From "Echoes of the Invisible."GlobeDocs Festival

Going to extremes

The next time you feel a task is insurmountable take a look at the subjects in Steve Elkins’s often astonishing “Echoes of the Invisible” (2020). Featured in last year’s GlobeDocs Film Festival, it links the stories of several remarkable men and women.

The invisible is no stranger to extreme distance runner Al Arnold. Though blind, he plans to run across Death Valley — from Badwater Basin in the heart of the desert to the summit of Mount Whitney about 150 miles away — the lowest and highest places in the continental United States. This had never been done before by any runner, blind or sighted.

Elsewhere in Death Valley, artist Rachel Sussman pursues her project to take pictures of the world’s oldest living organisms. They have to be at least 2,000 years old to qualify. In that desert she photographs bristlecone pines, which are not only starkly baroque in their twisted beauty but also clock in at around 5,000 years old. They were alive, she says, when the wheel was being invented and Sumerians were developing cuneiform, the oldest written language.

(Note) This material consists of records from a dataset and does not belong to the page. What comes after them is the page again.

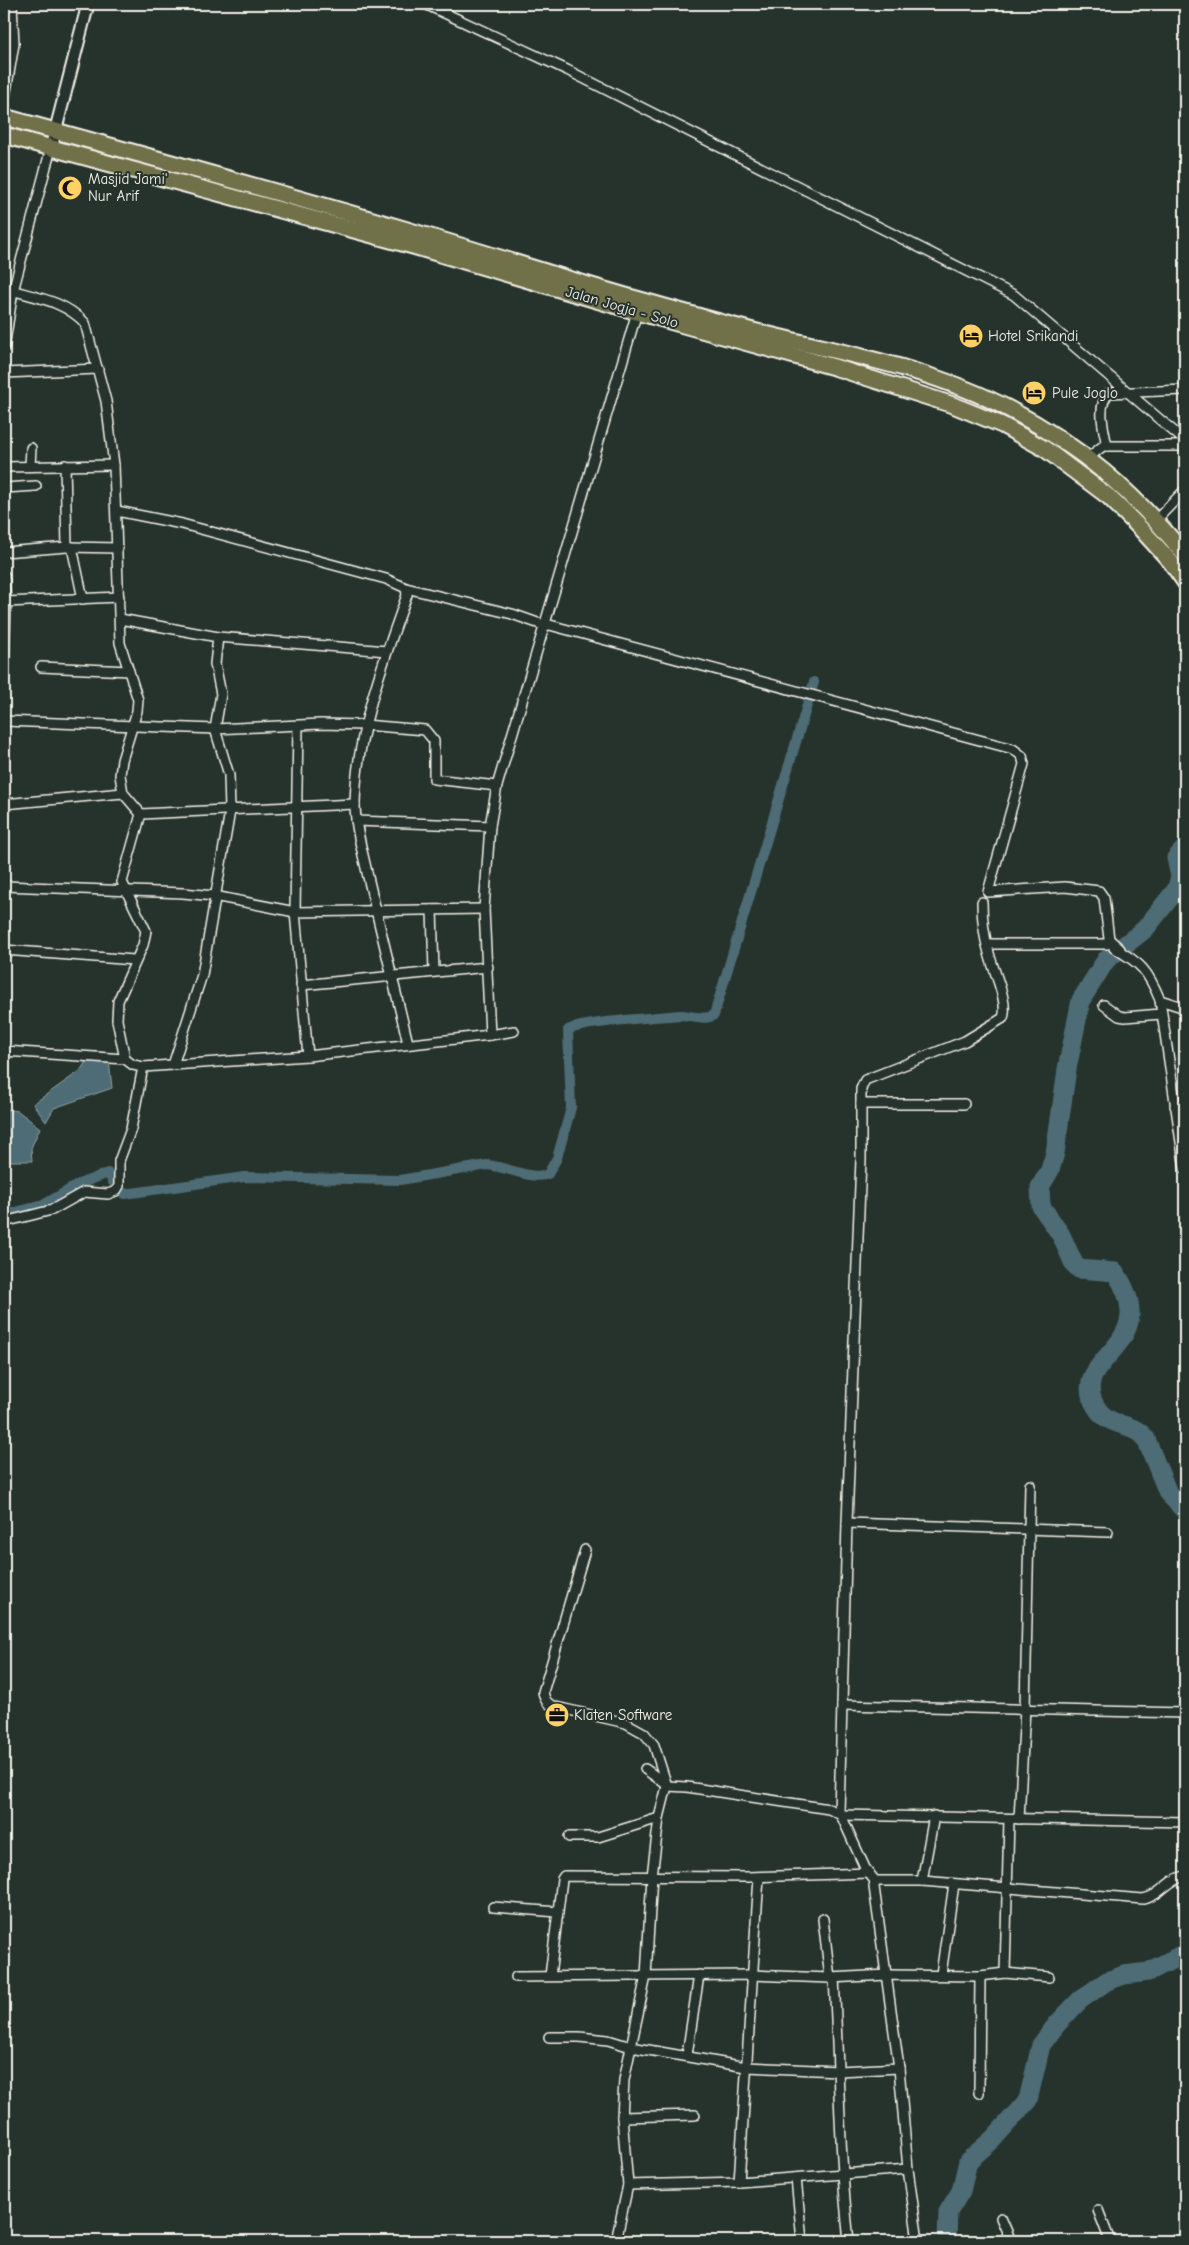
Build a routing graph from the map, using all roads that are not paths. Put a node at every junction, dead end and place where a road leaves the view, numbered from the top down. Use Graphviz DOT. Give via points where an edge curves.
graph roads {
  1 [pos="12,4"];
  2 [pos="88,4"];
  3 [pos="425,4"];
  4 [pos="4,103"];
  5 [pos="4,117"];
  6 [pos="54,131"];
  7 [pos="4,135"];
  8 [pos="51,148"];
  9 [pos="8,290"];
  10 [pos="637,312"];
  11 [pos="4,348"];
  12 [pos="98,369"];
  13 [pos="4,373"];
  14 [pos="1185,390"];
  15 [pos="1127,391"];
  16 [pos="1185,441"];
  17 [pos="1107,446"];
  18 [pos="1185,446"];
  19 [pos="31,448"];
  20 [pos="1088,458"];
  21 [pos="65,465"];
  22 [pos="114,465"];
  23 [pos="30,466"];
  24 [pos="4,467"];
  25 [pos="36,486"];
  26 [pos="4,488"];
  27 [pos="1185,490"];
  28 [pos="117,511"];
  29 [pos="1156,520"];
  30 [pos="70,547"];
  31 [pos="118,548"];
  32 [pos="4,552"];
  33 [pos="1185,555"];
  34 [pos="4,575"];
  35 [pos="1185,582"];
  36 [pos="406,588"];
  37 [pos="119,597"];
  38 [pos="83,598"];
  39 [pos="6,602"];
  40 [pos="120,619"];
  41 [pos="546,625"];
  42 [pos="218,637"];
  43 [pos="387,651"];
  44 [pos="4,666"];
  45 [pos="42,667"];
  46 [pos="128,671"];
  47 [pos="4,721"];
  48 [pos="131,725"];
  49 [pos="364,725"];
  50 [pos="298,726"];
  51 [pos="215,729"];
  52 [pos="497,786"];
  53 [pos="123,793"];
  54 [pos="4,804"];
  55 [pos="355,804"];
  56 [pos="298,806"];
  57 [pos="230,811"];
  58 [pos="140,814"];
  59 [pos="356,821"];
  60 [pos="490,826"];
  61 [pos="4,886"];
  62 [pos="125,889"];
  63 [pos="214,896"];
  64 [pos="982,902"];
  65 [pos="484,908"];
  66 [pos="376,910"];
  67 [pos="432,910"];
  68 [pos="295,912"];
  69 [pos="987,944"];
  70 [pos="4,950"];
  71 [pos="1121,950"];
  72 [pos="134,960"];
  73 [pos="488,967"];
  74 [pos="434,971"];
  75 [pos="392,975"];
  76 [pos="301,986"];
  77 [pos="1160,1000"];
  78 [pos="1104,1005"];
  79 [pos="1185,1008"];
  80 [pos="1161,1014"];
  81 [pos="514,1031"];
  82 [pos="490,1035"];
  83 [pos="408,1043"];
  84 [pos="4,1051"];
  85 [pos="308,1056"];
  86 [pos="125,1059"];
  87 [pos="172,1065"];
  88 [pos="144,1067"];
  89 [pos="1185,1103"];
  90 [pos="861,1104"];
  91 [pos="964,1104"];
  92 [pos="1175,1106"];
  93 [pos="1185,1169"];
  94 [pos="4,1222"];
  95 [pos="1030,1485"];
  96 [pos="847,1523"];
  97 [pos="1029,1530"];
  98 [pos="1108,1532"];
  99 [pos="585,1550"];
  100 [pos="842,1705"];
  101 [pos="1025,1708"];
  102 [pos="1185,1713"];
  103 [pos="645,1769"];
  104 [pos="667,1785"];
  105 [pos="840,1814"];
  106 [pos="934,1816"];
  107 [pos="659,1818"];
  108 [pos="1009,1819"];
  109 [pos="1019,1819"];
  110 [pos="1185,1822"];
  111 [pos="569,1837"];
  112 [pos="869,1873"];
  113 [pos="652,1876"];
  114 [pos="1185,1876"];
  115 [pos="759,1877"];
  116 [pos="875,1881"];
  117 [pos="922,1881"];
  118 [pos="954,1884"];
  119 [pos="1008,1888"];
  120 [pos="492,1907"];
  121 [pos="558,1912"];
  122 [pos="823,1919"];
  123 [pos="1005,1973"];
  124 [pos="941,1974"];
  125 [pos="752,1975"];
  126 [pos="887,1975"];
  127 [pos="550,1976"];
  128 [pos="646,1976"];
  129 [pos="699,1976"];
  130 [pos="980,1976"];
  131 [pos="516,1977"];
  132 [pos="1049,1977"];
  133 [pos="832,1978"];
  134 [pos="549,2037"];
  135 [pos="631,2047"];
  136 [pos="687,2055"];
  137 [pos="746,2067"];
  138 [pos="899,2068"];
  139 [pos="839,2071"];
  140 [pos="979,2092"];
  141 [pos="695,2115"];
  142 [pos="622,2117"];
  143 [pos="908,2169"];
  144 [pos="841,2175"];
  145 [pos="796,2178"];
  146 [pos="739,2182"];
  147 [pos="628,2185"];
  148 [pos="1098,2210"];
  149 [pos="1000,2218"];
  150 [pos="616,2241"];
  151 [pos="802,2241"];
  152 [pos="849,2241"];
  153 [pos="918,2241"];
  154 [pos="1011,2241"];
  155 [pos="1110,2241"];
  1 -- 4 [label="street" via="14,44"];
  2 -- 6 [label="street"];
  3 -- 15 [label="street" via="567,70 1014,296"];
  5 -- 6 [label="highway"];
  6 -- 8 [label="street"];
  6 -- 20 [label="highway" via="422,234 634,298 918,373 964,388 1006,408 1056,435"];
  7 -- 8 [label="highway, Jalan Jogja - Solo"];
  8 -- 9 [label="street"];
  8 -- 10 [label="highway, Jalan Jogja - Solo" via="413,246"];
  9 -- 11 [label="street"];
  9 -- 12 [label="street" via="60,304 76,313 85,323"];
  10 -- 35 [label="highway, Jalan Jogja - Solo" via="907,389 1002,426 1045,449 1109,498 1170,561"];
  10 -- 41 [label="street"];
  12 -- 13 [label="street"];
  12 -- 22 [label="street" via="106,401"];
  14 -- 15 [label="street"];
  15 -- 16 [label="street"];
  15 -- 17 [label="street" via="1109,393 1105,398 1102,421"];
  17 -- 18 [label="street"];
  17 -- 20 [label="street"];
  19 -- 23 [label="street"];
  20 -- 29 [label="highway" via="1125,488"];
  21 -- 22 [label="street"];
  21 -- 23 [label="street"];
  21 -- 30 [label="street"];
  22 -- 28 [label="street"];
  23 -- 24 [label="street"];
  25 -- 26 [label="street"];
  27 -- 29 [label="street"];
  28 -- 31 [label="street"];
  28 -- 36 [label="street" via="182,524 386,579"];
  29 -- 33 [label="highway"];
  30 -- 31 [label="street"];
  30 -- 32 [label="street"];
  30 -- 38 [label="street"];
  31 -- 37 [label="street"];
  34 -- 39 [label="street"];
  36 -- 41 [label="street"];
  36 -- 43 [label="street" via="407,595"];
  37 -- 38 [label="street"];
  37 -- 40 [label="street"];
  38 -- 39 [label="street"];
  39 -- 44 [label="street"];
  40 -- 42 [label="street"];
  40 -- 46 [label="street" via="120,643"];
  41 -- 52 [label="street"];
  41 -- 71 [label="street" via="1013,749 1022,756 1024,764 988,892 1065,888 1099,891 1104,898 1109,939"];
  42 -- 43 [label="street"];
  42 -- 51 [label="street" via="215,664 221,694"];
  43 -- 49 [label="street"];
  45 -- 46 [label="street"];
  46 -- 48 [label="street" via="138,700"];
  47 -- 48 [label="street"];
  48 -- 51 [label="street"];
  48 -- 53 [label="street" via="120,775"];
  49 -- 50 [label="street"];
  49 -- 52 [label="street" via="425,730 434,741 434,779"];
  49 -- 55 [label="street"];
  50 -- 51 [label="street"];
  50 -- 56 [label="street"];
  51 -- 57 [label="street" via="229,775"];
  52 -- 60 [label="street"];
  53 -- 54 [label="street"];
  53 -- 58 [label="street"];
  55 -- 56 [label="street"];
  55 -- 59 [label="street"];
  56 -- 57 [label="street"];
  56 -- 68 [label="street"];
  57 -- 58 [label="street"];
  57 -- 63 [label="street"];
  58 -- 62 [label="street" via="123,874"];
  59 -- 60 [label="street"];
  59 -- 66 [label="street"];
  60 -- 65 [label="street"];
  61 -- 62 [label="street"];
  62 -- 63 [label="street"];
  62 -- 72 [label="street" via="146,931"];
  63 -- 68 [label="street"];
  63 -- 87 [label="street" via="202,975"];
  64 -- 69 [label="street"];
  65 -- 67 [label="street"];
  65 -- 73 [label="street"];
  66 -- 67 [label="street"];
  66 -- 68 [label="street"];
  66 -- 75 [label="street"];
  67 -- 74 [label="street"];
  68 -- 76 [label="street"];
  69 -- 71 [label="street" via="1108,945"];
  69 -- 90 [label="street" via="1004,1007 1003,1018 965,1041 865,1080 861,1088"];
  70 -- 72 [label="street"];
  71 -- 77 [label="street" via="1139,962"];
  72 -- 86 [label="street" via="118,1001 117,1020"];
  73 -- 74 [label="street"];
  73 -- 82 [label="street"];
  74 -- 75 [label="street"];
  75 -- 76 [label="street"];
  75 -- 83 [label="street"];
  76 -- 85 [label="street"];
  77 -- 79 [label="street"];
  77 -- 80 [label="street"];
  78 -- 80 [label="street" via="1124,1017"];
  80 -- 92 [label="street"];
  81 -- 82 [label="street"];
  82 -- 83 [label="street"];
  83 -- 85 [label="street"];
  84 -- 86 [label="street"];
  85 -- 87 [label="street"];
  86 -- 88 [label="street"];
  87 -- 88 [label="street"];
  88 -- 94 [label="street" via="131,1129 119,1161 119,1186 116,1190 108,1194 84,1192 52,1210"];
  89 -- 92 [label="street"];
  90 -- 91 [label="street"];
  90 -- 96 [label="street"];
  92 -- 93 [label="street"];
  95 -- 97 [label="street"];
  96 -- 97 [label="street"];
  96 -- 100 [label="street"];
  97 -- 98 [label="street"];
  97 -- 101 [label="street"];
  99 -- 104 [label="street" via="543,1692 545,1700 556,1708 626,1724 644,1733 654,1745"];
  100 -- 101 [label="street"];
  100 -- 105 [label="street"];
  101 -- 102 [label="street"];
  101 -- 109 [label="street"];
  103 -- 104 [label="street"];
  104 -- 105 [label="street" via="829,1809"];
  104 -- 107 [label="street"];
  105 -- 106 [label="street"];
  105 -- 112 [label="street"];
  106 -- 108 [label="street"];
  106 -- 117 [label="street"];
  107 -- 111 [label="street" via="607,1835"];
  107 -- 113 [label="street"];
  108 -- 109 [label="street"];
  108 -- 119 [label="street"];
  109 -- 110 [label="street"];
  112 -- 115 [label="street"];
  112 -- 116 [label="street"];
  113 -- 115 [label="street"];
  113 -- 121 [label="street" via="564,1876"];
  113 -- 128 [label="street"];
  114 -- 119 [label="street" via="1170,1881 1154,1897 1143,1899"];
  115 -- 125 [label="street"];
  116 -- 117 [label="street"];
  116 -- 126 [label="street"];
  117 -- 118 [label="street"];
  118 -- 119 [label="street"];
  118 -- 124 [label="street"];
  119 -- 123 [label="street"];
  120 -- 121 [label="street"];
  121 -- 127 [label="street"];
  122 -- 133 [label="street"];
  123 -- 130 [label="street"];
  123 -- 132 [label="street"];
  124 -- 126 [label="street"];
  124 -- 130 [label="street"];
  125 -- 129 [label="street"];
  125 -- 133 [label="street"];
  125 -- 137 [label="street"];
  126 -- 133 [label="street"];
  126 -- 138 [label="street"];
  127 -- 128 [label="street"];
  127 -- 131 [label="street"];
  128 -- 129 [label="street"];
  128 -- 135 [label="street"];
  129 -- 136 [label="street"];
  130 -- 140 [label="street"];
  133 -- 139 [label="street"];
  134 -- 135 [label="street" via="579,2036"];
  135 -- 136 [label="street"];
  135 -- 142 [label="street" via="624,2080"];
  136 -- 137 [label="street"];
  137 -- 139 [label="street"];
  137 -- 146 [label="street"];
  138 -- 139 [label="street"];
  138 -- 143 [label="street"];
  139 -- 144 [label="street"];
  141 -- 142 [label="street"];
  142 -- 147 [label="street"];
  143 -- 144 [label="street"];
  143 -- 153 [label="street"];
  144 -- 145 [label="street"];
  144 -- 152 [label="street"];
  145 -- 146 [label="street"];
  145 -- 151 [label="street"];
  146 -- 147 [label="street"];
  147 -- 150 [label="street"];
  148 -- 155 [label="street"];
  149 -- 154 [label="street"];
}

Paul Salopek, a Pulitzer Prize-winning journalist, sets his sights even further back in the past. He plans to walk across the world, following in the footsteps of the first human migrations, starting at the origin of the species, in Ethiopia, and ending 20,000 miles away, at Tierra del Fuego, in Argentina, where some 7,000 years ago scientists say was the farthest point that the wanderings of homo sapiens had reached.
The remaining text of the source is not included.